[About this task] Below is a listing to write out in full, exactly as given, without its pictures.
(Given records Opens)
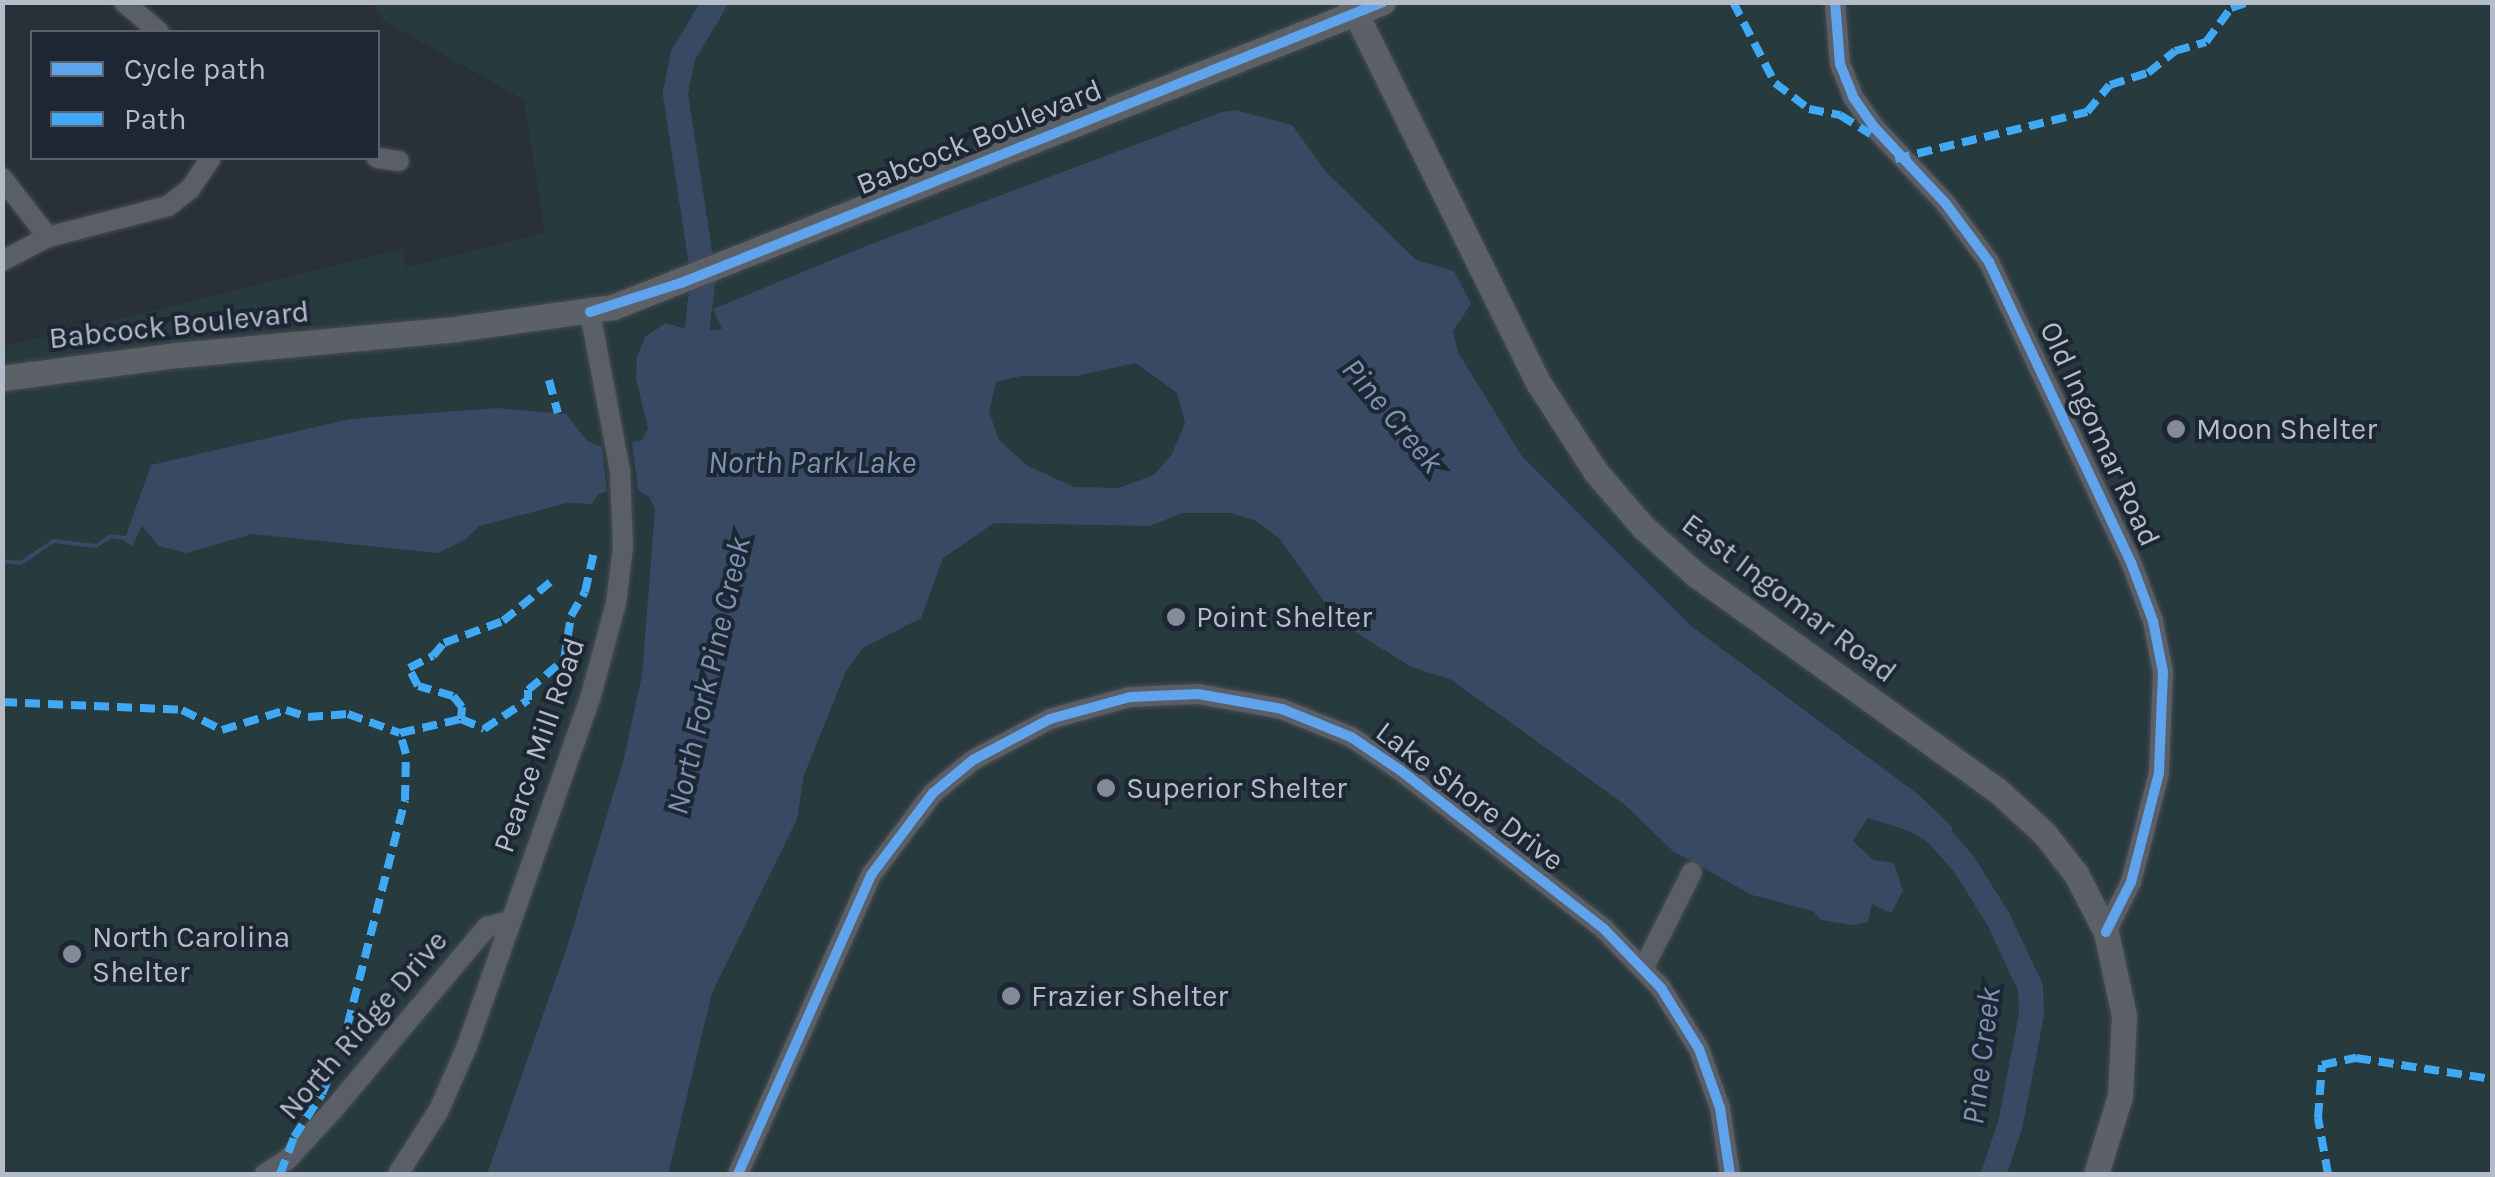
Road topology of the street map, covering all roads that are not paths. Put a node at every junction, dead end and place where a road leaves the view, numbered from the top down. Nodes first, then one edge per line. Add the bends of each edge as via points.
1 (124, 2) edge
2 (1383, 2) edge
3 (1835, 2) edge
4 (1353, 8) edge
5 (157, 30) edge
6 (380, 158) edge
7 (210, 160) edge
8 (400, 160) dead end
9 (2, 178) edge
10 (48, 236) junction
11 (2, 261) edge
12 (590, 312) junction
13 (2, 378) edge
14 (1692, 872) dead end
15 (509, 921) junction
16 (2106, 932) junction
17 (1644, 967) junction
18 (265, 1174) edge
19 (398, 1174) edge
20 (738, 1174) edge
21 (1730, 1174) edge
22 (2096, 1174) edge

1 - 5 street
2 - 4 main road, Babcock Boulevard
3 - 16 street, Old Ingomar Road via 1840,64 1853,96 1989,262 2154,620 2163,672 2159,773 2132,882
4 - 12 main road, Babcock Boulevard via 736,262
4 - 16 main road, East Ingomar Road via 1539,384 1595,471 1695,574 2022,812 2076,874
6 - 8 street
7 - 10 street via 168,206
9 - 10 street
10 - 11 street
12 - 13 main road, Babcock Boulevard
12 - 15 street, Pearce Mill Road via 620,471 623,547 616,603 594,685
14 - 17 street
15 - 18 street, North Ridge Drive via 487,927 332,1111
15 - 19 street, Pearce Mill Road via 446,1094
16 - 22 main road, East Ingomar Road via 2125,1044 2114,1124
17 - 20 street, Lake Shore Drive via 1400,770 1341,732 1282,708 1224,696 1167,694 1098,704 1029,728 973,760 933,793 890,845 850,917
17 - 21 street, Lake Shore Drive via 1699,1049 1720,1108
(Given records Closes)
[Your solution]
Road topology of the street map, covering all roads that are not paths. Put a node at every junction, dead end and place where a road leaves the view, numbered from the top down. Nodes first, then one edge per line. Add the bends of each edge as via points.
1 (124, 2) edge
2 (1383, 2) edge
3 (1835, 2) edge
4 (1353, 8) edge
5 (157, 30) edge
6 (380, 158) edge
7 (210, 160) edge
8 (400, 160) dead end
9 (2, 178) edge
10 (48, 236) junction
11 (2, 261) edge
12 (590, 312) junction
13 (2, 378) edge
14 (1692, 872) dead end
15 (509, 921) junction
16 (2106, 932) junction
17 (1644, 967) junction
18 (265, 1174) edge
19 (398, 1174) edge
20 (738, 1174) edge
21 (1730, 1174) edge
22 (2096, 1174) edge

1 - 5 street
2 - 4 main road, Babcock Boulevard
3 - 16 street, Old Ingomar Road via 1840,64 1853,96 1989,262 2154,620 2163,672 2159,773 2132,882
4 - 12 main road, Babcock Boulevard via 736,262
4 - 16 main road, East Ingomar Road via 1539,384 1595,471 1695,574 2022,812 2076,874
6 - 8 street
7 - 10 street via 168,206
9 - 10 street
10 - 11 street
12 - 13 main road, Babcock Boulevard
12 - 15 street, Pearce Mill Road via 620,471 623,547 616,603 594,685
14 - 17 street
15 - 18 street, North Ridge Drive via 487,927 332,1111
15 - 19 street, Pearce Mill Road via 446,1094
16 - 22 main road, East Ingomar Road via 2125,1044 2114,1124
17 - 20 street, Lake Shore Drive via 1400,770 1341,732 1282,708 1224,696 1167,694 1098,704 1029,728 973,760 933,793 890,845 850,917
17 - 21 street, Lake Shore Drive via 1699,1049 1720,1108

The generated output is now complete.